### RECORD EXTRACTS
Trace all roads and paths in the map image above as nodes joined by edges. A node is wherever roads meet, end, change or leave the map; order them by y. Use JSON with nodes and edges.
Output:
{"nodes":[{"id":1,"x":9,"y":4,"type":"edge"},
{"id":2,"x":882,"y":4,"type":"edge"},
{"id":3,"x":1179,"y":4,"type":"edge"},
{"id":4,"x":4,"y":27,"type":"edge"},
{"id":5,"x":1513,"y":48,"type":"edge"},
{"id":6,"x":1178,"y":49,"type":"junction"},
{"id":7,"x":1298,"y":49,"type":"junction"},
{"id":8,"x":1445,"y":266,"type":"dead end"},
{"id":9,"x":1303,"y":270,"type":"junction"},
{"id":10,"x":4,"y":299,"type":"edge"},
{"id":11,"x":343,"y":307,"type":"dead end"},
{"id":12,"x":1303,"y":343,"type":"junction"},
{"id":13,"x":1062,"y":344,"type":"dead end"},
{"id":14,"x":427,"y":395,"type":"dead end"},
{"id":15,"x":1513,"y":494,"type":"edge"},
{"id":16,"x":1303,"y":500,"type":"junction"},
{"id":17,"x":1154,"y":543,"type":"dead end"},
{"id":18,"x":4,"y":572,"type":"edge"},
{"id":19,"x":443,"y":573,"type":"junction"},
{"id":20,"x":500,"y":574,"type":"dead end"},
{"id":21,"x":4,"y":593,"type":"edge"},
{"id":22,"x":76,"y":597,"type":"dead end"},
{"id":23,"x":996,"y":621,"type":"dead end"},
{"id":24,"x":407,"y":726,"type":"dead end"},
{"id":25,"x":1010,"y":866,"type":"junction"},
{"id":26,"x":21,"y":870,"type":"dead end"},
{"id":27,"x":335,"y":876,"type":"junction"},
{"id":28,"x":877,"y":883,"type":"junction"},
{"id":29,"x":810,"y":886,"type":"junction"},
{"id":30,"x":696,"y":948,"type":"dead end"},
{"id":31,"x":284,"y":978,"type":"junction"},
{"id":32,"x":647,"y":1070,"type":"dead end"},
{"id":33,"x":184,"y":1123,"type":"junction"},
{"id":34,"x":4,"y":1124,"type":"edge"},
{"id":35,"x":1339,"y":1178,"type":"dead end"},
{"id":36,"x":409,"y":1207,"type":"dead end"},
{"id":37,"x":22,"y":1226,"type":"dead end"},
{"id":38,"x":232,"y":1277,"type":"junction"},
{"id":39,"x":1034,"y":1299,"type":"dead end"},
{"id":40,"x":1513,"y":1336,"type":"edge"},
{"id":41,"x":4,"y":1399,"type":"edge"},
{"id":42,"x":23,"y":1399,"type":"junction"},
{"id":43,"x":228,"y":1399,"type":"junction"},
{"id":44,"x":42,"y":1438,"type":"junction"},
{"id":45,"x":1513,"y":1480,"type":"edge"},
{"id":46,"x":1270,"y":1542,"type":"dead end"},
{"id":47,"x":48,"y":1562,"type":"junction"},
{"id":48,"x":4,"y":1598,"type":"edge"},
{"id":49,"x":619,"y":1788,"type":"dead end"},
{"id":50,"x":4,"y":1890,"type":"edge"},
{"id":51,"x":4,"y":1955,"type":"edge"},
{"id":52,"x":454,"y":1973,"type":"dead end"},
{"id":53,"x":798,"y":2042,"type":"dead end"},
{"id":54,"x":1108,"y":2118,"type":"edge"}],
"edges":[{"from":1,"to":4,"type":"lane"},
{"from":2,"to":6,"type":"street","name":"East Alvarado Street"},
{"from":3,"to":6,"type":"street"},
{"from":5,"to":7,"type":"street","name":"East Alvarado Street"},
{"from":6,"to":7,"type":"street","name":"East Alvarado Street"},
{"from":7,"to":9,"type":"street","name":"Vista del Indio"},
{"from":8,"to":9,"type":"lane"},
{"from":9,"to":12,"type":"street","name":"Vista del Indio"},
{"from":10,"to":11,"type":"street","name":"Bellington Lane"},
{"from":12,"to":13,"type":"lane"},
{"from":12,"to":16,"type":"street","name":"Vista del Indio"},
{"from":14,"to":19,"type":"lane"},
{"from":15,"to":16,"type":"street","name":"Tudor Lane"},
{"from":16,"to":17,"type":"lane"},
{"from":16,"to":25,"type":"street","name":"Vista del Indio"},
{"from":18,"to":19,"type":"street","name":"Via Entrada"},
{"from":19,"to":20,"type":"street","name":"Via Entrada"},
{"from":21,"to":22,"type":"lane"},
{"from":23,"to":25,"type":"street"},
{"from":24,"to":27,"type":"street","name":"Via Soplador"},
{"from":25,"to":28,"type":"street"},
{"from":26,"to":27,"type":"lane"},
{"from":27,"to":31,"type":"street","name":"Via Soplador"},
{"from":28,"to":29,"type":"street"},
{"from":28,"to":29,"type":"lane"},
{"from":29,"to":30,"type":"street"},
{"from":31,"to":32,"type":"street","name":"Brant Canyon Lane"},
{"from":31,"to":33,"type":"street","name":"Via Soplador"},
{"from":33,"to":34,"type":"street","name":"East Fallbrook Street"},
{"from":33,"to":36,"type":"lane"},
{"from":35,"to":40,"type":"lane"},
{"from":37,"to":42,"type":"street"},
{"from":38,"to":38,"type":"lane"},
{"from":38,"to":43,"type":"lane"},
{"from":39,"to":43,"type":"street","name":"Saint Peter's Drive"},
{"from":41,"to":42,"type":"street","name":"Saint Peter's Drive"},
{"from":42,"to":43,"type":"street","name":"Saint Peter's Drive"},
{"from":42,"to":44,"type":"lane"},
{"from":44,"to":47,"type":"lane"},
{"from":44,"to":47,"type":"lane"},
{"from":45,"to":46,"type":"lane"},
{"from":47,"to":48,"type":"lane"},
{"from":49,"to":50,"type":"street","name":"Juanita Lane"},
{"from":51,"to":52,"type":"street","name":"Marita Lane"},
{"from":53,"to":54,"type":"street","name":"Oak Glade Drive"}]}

### WHAT YOU HAVE TO DO
Extract the listing in its entirety and repeat it exactly.

### ANSWER TO THIS EXERCISE
Trace all roads and paths in the map image above as nodes joined by edges. A node is wherever roads meet, end, change or leave the map; order them by y. Use JSON with nodes and edges.
Output:
{"nodes":[{"id":1,"x":9,"y":4,"type":"edge"},
{"id":2,"x":882,"y":4,"type":"edge"},
{"id":3,"x":1179,"y":4,"type":"edge"},
{"id":4,"x":4,"y":27,"type":"edge"},
{"id":5,"x":1513,"y":48,"type":"edge"},
{"id":6,"x":1178,"y":49,"type":"junction"},
{"id":7,"x":1298,"y":49,"type":"junction"},
{"id":8,"x":1445,"y":266,"type":"dead end"},
{"id":9,"x":1303,"y":270,"type":"junction"},
{"id":10,"x":4,"y":299,"type":"edge"},
{"id":11,"x":343,"y":307,"type":"dead end"},
{"id":12,"x":1303,"y":343,"type":"junction"},
{"id":13,"x":1062,"y":344,"type":"dead end"},
{"id":14,"x":427,"y":395,"type":"dead end"},
{"id":15,"x":1513,"y":494,"type":"edge"},
{"id":16,"x":1303,"y":500,"type":"junction"},
{"id":17,"x":1154,"y":543,"type":"dead end"},
{"id":18,"x":4,"y":572,"type":"edge"},
{"id":19,"x":443,"y":573,"type":"junction"},
{"id":20,"x":500,"y":574,"type":"dead end"},
{"id":21,"x":4,"y":593,"type":"edge"},
{"id":22,"x":76,"y":597,"type":"dead end"},
{"id":23,"x":996,"y":621,"type":"dead end"},
{"id":24,"x":407,"y":726,"type":"dead end"},
{"id":25,"x":1010,"y":866,"type":"junction"},
{"id":26,"x":21,"y":870,"type":"dead end"},
{"id":27,"x":335,"y":876,"type":"junction"},
{"id":28,"x":877,"y":883,"type":"junction"},
{"id":29,"x":810,"y":886,"type":"junction"},
{"id":30,"x":696,"y":948,"type":"dead end"},
{"id":31,"x":284,"y":978,"type":"junction"},
{"id":32,"x":647,"y":1070,"type":"dead end"},
{"id":33,"x":184,"y":1123,"type":"junction"},
{"id":34,"x":4,"y":1124,"type":"edge"},
{"id":35,"x":1339,"y":1178,"type":"dead end"},
{"id":36,"x":409,"y":1207,"type":"dead end"},
{"id":37,"x":22,"y":1226,"type":"dead end"},
{"id":38,"x":232,"y":1277,"type":"junction"},
{"id":39,"x":1034,"y":1299,"type":"dead end"},
{"id":40,"x":1513,"y":1336,"type":"edge"},
{"id":41,"x":4,"y":1399,"type":"edge"},
{"id":42,"x":23,"y":1399,"type":"junction"},
{"id":43,"x":228,"y":1399,"type":"junction"},
{"id":44,"x":42,"y":1438,"type":"junction"},
{"id":45,"x":1513,"y":1480,"type":"edge"},
{"id":46,"x":1270,"y":1542,"type":"dead end"},
{"id":47,"x":48,"y":1562,"type":"junction"},
{"id":48,"x":4,"y":1598,"type":"edge"},
{"id":49,"x":619,"y":1788,"type":"dead end"},
{"id":50,"x":4,"y":1890,"type":"edge"},
{"id":51,"x":4,"y":1955,"type":"edge"},
{"id":52,"x":454,"y":1973,"type":"dead end"},
{"id":53,"x":798,"y":2042,"type":"dead end"},
{"id":54,"x":1108,"y":2118,"type":"edge"}],
"edges":[{"from":1,"to":4,"type":"lane"},
{"from":2,"to":6,"type":"street","name":"East Alvarado Street"},
{"from":3,"to":6,"type":"street"},
{"from":5,"to":7,"type":"street","name":"East Alvarado Street"},
{"from":6,"to":7,"type":"street","name":"East Alvarado Street"},
{"from":7,"to":9,"type":"street","name":"Vista del Indio"},
{"from":8,"to":9,"type":"lane"},
{"from":9,"to":12,"type":"street","name":"Vista del Indio"},
{"from":10,"to":11,"type":"street","name":"Bellington Lane"},
{"from":12,"to":13,"type":"lane"},
{"from":12,"to":16,"type":"street","name":"Vista del Indio"},
{"from":14,"to":19,"type":"lane"},
{"from":15,"to":16,"type":"street","name":"Tudor Lane"},
{"from":16,"to":17,"type":"lane"},
{"from":16,"to":25,"type":"street","name":"Vista del Indio"},
{"from":18,"to":19,"type":"street","name":"Via Entrada"},
{"from":19,"to":20,"type":"street","name":"Via Entrada"},
{"from":21,"to":22,"type":"lane"},
{"from":23,"to":25,"type":"street"},
{"from":24,"to":27,"type":"street","name":"Via Soplador"},
{"from":25,"to":28,"type":"street"},
{"from":26,"to":27,"type":"lane"},
{"from":27,"to":31,"type":"street","name":"Via Soplador"},
{"from":28,"to":29,"type":"street"},
{"from":28,"to":29,"type":"lane"},
{"from":29,"to":30,"type":"street"},
{"from":31,"to":32,"type":"street","name":"Brant Canyon Lane"},
{"from":31,"to":33,"type":"street","name":"Via Soplador"},
{"from":33,"to":34,"type":"street","name":"East Fallbrook Street"},
{"from":33,"to":36,"type":"lane"},
{"from":35,"to":40,"type":"lane"},
{"from":37,"to":42,"type":"street"},
{"from":38,"to":38,"type":"lane"},
{"from":38,"to":43,"type":"lane"},
{"from":39,"to":43,"type":"street","name":"Saint Peter's Drive"},
{"from":41,"to":42,"type":"street","name":"Saint Peter's Drive"},
{"from":42,"to":43,"type":"street","name":"Saint Peter's Drive"},
{"from":42,"to":44,"type":"lane"},
{"from":44,"to":47,"type":"lane"},
{"from":44,"to":47,"type":"lane"},
{"from":45,"to":46,"type":"lane"},
{"from":47,"to":48,"type":"lane"},
{"from":49,"to":50,"type":"street","name":"Juanita Lane"},
{"from":51,"to":52,"type":"street","name":"Marita Lane"},
{"from":53,"to":54,"type":"street","name":"Oak Glade Drive"}]}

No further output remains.